I quit attending the church services because the attendees are so hateful, and I just work one-on-one with Father Al, the priest.

I also quit attending because some of the things I have seen and heard confuse me. One of the churches (I will not name it) puts money onto inmates’ books and then takes them out back, to a horse trough to be baptized after they are saved. I have also heard that, according to the Bible, everyone who is saved will have a chip implanted underneath their skin, by the government. In order to buy groceries or get gas you will be ‘scanned,’ but only if you have been saved and house an implanted chip, can you live in society. All others will be considered to have ‘the mark of the beast,’ which means they are damned because they are sinners and so, they are condemned. Condemned to what I wonder, but I never ask, because I am already in Hell. A trip to Hell, marked with the Beast would be redundant, I think.

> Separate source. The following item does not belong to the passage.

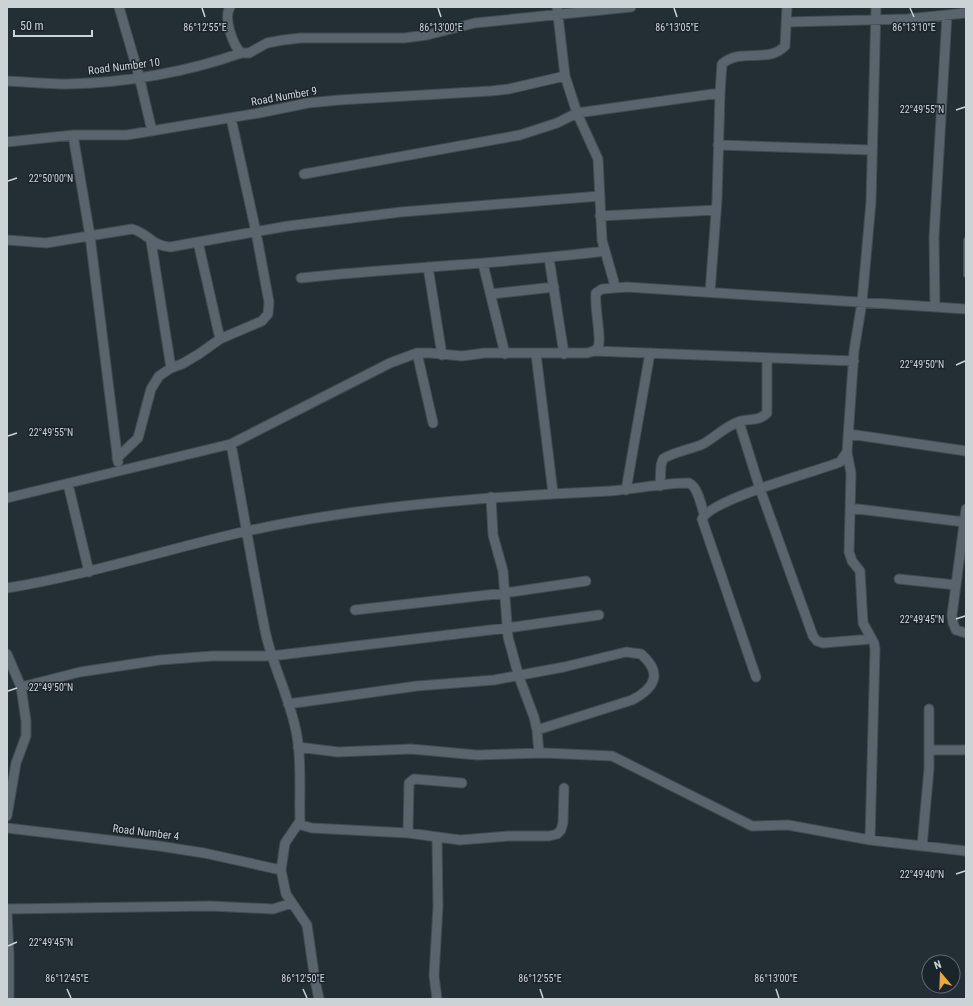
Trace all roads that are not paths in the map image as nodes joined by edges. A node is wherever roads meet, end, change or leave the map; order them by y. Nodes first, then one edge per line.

Although I am not Catholic, Father Al becomes my weekly counselor. He helps me to navigate the hate and the arbitrary nature of tragedy. He helps me to find and appreciate gifts in the worst of society’s places. When he is unable to visit, he writes. In July I receive a letter from Father Al. It reads:

…I have a large group of men that I visit and this keeps me busy. I have only had one opportunity to visit with you after 3 PM…

I had a man the other day who came to see me in the night. I was finishing some yard work on my day off. He has spent 14 years in the US Army, and with the fireworks of 4th he was having some real pain and wanted to go to confession. He has and will continue to have his difficulties in adjusting. The adjustment to that lack of freedom is torture for anyone…

The letter continues. I say a prayer for the man who lives with real pain, brought about by war.